C’est aussi ce critère fondamental du risque d'exploitation qui est réinterrogé. Récemment, le Conseil d’Etat a organisé un colloque "Concessions et privatisations : quelle articulation ?" (lire " Le concédant est-il tout puissant ?"). Des débats au cours desquels un constat est dressé : le contrat de concession d’aujourd’hui s’éloignerait de celui façonné par la jurisprudence administrative. La relation contractuelle serait, selon certains intervenants, de plus en plus déséquilibrée… au profit du concédant. Ils considérent que « les notions d’équilibre du contrat et de préservation de la continuité du service public sont des "jargons" de l’imprévision ». Il y aurait donc un déséquilibre de la relation au détriment du concessionnaire.
Extrapolation
Vraiment ? On peut opposer à cette affirmation des contre-analyses. Parfois, la recherche de l’équilibre économique mène le juge à reconsidérer, en faveur du concessionnaire, les subventions d’investissement importantes. A propos de la construction et l’exploitation du tunnel Prado Sud, à Marseille (lire "Contrôle de l’augmentation par avenant de la subvention du concessionnaire de service public") la CAA de Marseille juge qu’un avenant portant, « il est vrai », le montant de la subvention d’investissement accordée par la collectivité au concessionnaire de 9 987 056 euros à 34 381 629 euros, soit une hausse de plus de 24 millions, ne constitue pas une modification substantielle du volume des investissements...

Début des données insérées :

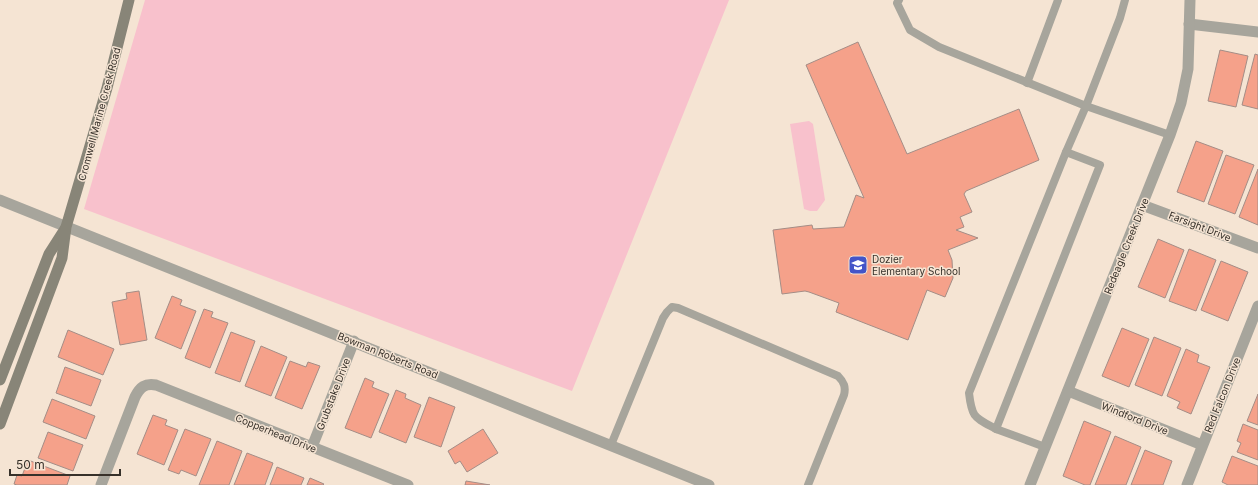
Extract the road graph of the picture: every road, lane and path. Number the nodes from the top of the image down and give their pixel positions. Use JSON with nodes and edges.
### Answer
{"nodes":[{"id":1,"x":129,"y":0,"type":"edge"},
{"id":2,"x":899,"y":0,"type":"edge"},
{"id":3,"x":1058,"y":0,"type":"edge"},
{"id":4,"x":1125,"y":0,"type":"edge"},
{"id":5,"x":1190,"y":0,"type":"edge"},
{"id":6,"x":1189,"y":24,"type":"junction"},
{"id":7,"x":1258,"y":32,"type":"edge"},
{"id":8,"x":1027,"y":83,"type":"junction"},
{"id":9,"x":1086,"y":106,"type":"junction"},
{"id":10,"x":1170,"y":136,"type":"junction"},
{"id":11,"x":1066,"y":152,"type":"junction"},
{"id":12,"x":0,"y":200,"type":"edge"},
{"id":13,"x":1142,"y":205,"type":"junction"},
{"id":14,"x":66,"y":227,"type":"junction"},
{"id":15,"x":1258,"y":248,"type":"edge"},
{"id":16,"x":1258,"y":306,"type":"edge"},
{"id":17,"x":354,"y":342,"type":"junction"},
{"id":18,"x":0,"y":380,"type":"edge"},
{"id":19,"x":1068,"y":391,"type":"junction"},
{"id":20,"x":0,"y":424,"type":"edge"},
{"id":21,"x":996,"y":429,"type":"junction"},
{"id":22,"x":611,"y":445,"type":"junction"},
{"id":23,"x":1202,"y":445,"type":"junction"},
{"id":24,"x":312,"y":447,"type":"junction"},
{"id":25,"x":1045,"y":447,"type":"junction"},
{"id":26,"x":101,"y":485,"type":"edge"},
{"id":27,"x":408,"y":485,"type":"edge"},
{"id":28,"x":710,"y":485,"type":"edge"},
{"id":29,"x":808,"y":485,"type":"edge"},
{"id":30,"x":1030,"y":485,"type":"edge"},
{"id":31,"x":1187,"y":485,"type":"edge"}],
"edges":[{"from":1,"to":14,"type":"main road","name":"Cromwell Marine Creek Road"},
{"from":2,"to":8,"type":"lane"},
{"from":3,"to":8,"type":"lane"},
{"from":4,"to":9,"type":"lane"},
{"from":5,"to":6,"type":"street","name":"Redeagle Creek Drive"},
{"from":6,"to":7,"type":"street"},
{"from":6,"to":10,"type":"street","name":"Redeagle Creek Drive"},
{"from":8,"to":9,"type":"lane"},
{"from":9,"to":10,"type":"lane"},
{"from":9,"to":11,"type":"lane"},
{"from":10,"to":13,"type":"street","name":"Redeagle Creek Drive"},
{"from":11,"to":21,"type":"lane"},
{"from":11,"to":21,"type":"lane"},
{"from":12,"to":14,"type":"street","name":"Bowman Roberts Road"},
{"from":13,"to":15,"type":"street","name":"Farsight Drive"},
{"from":13,"to":19,"type":"street","name":"Redeagle Creek Drive"},
{"from":14,"to":17,"type":"street","name":"Bowman Roberts Road"},
{"from":14,"to":18,"type":"main road","name":"Cromwell Marine Creek Road"},
{"from":14,"to":20,"type":"main road","name":"Cromwell Marine Creek Road"},
{"from":16,"to":23,"type":"street","name":"Red Falcon Drive"},
{"from":17,"to":22,"type":"street","name":"Bowman Roberts Road"},
{"from":17,"to":24,"type":"street","name":"Grubstake Drive"},
{"from":19,"to":23,"type":"street","name":"Windford Drive"},
{"from":19,"to":25,"type":"street","name":"Redeagle Creek Drive"},
{"from":21,"to":25,"type":"lane"},
{"from":22,"to":28,"type":"street","name":"Bowman Roberts Road"},
{"from":22,"to":29,"type":"lane"},
{"from":23,"to":31,"type":"street","name":"Red Falcon Drive"},
{"from":24,"to":26,"type":"street","name":"Copperhead Drive"},
{"from":24,"to":27,"type":"street","name":"Copperhead Drive"},
{"from":25,"to":30,"type":"street","name":"Redeagle Creek Drive"}]}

Dans son rapport annuel 2020, la Cour des comptes (lire "La restauration collective épinglée par la Cour des comptes") pointe les faiblesses de la concession, notamment en matière de restauration collective : d’une part, « les personnes publiques ne mènent pas d’évaluation de la performance » ; d’autre part, la cour signale un autre déséquilibre... mais celui-ci au détriment de la collectivité : « Les communes compensent normalement la différence entre le prix de revient des repas, supporté par le délégataire, et les tarifs qu’elles fixent. Elles sont donc exposées budgétairement aux variations, à la hausse comme à la baisse, du nombre de repas distribués. De plus, […] elles prennent souvent en charge les pertes liées aux impayés et assument la majeure partie du risque d’exploitation ».
Finalement, entre marchés et concessions, il y a bien peut être un point (faible) commun : l’absence d’évaluation globale, voire de contrôle.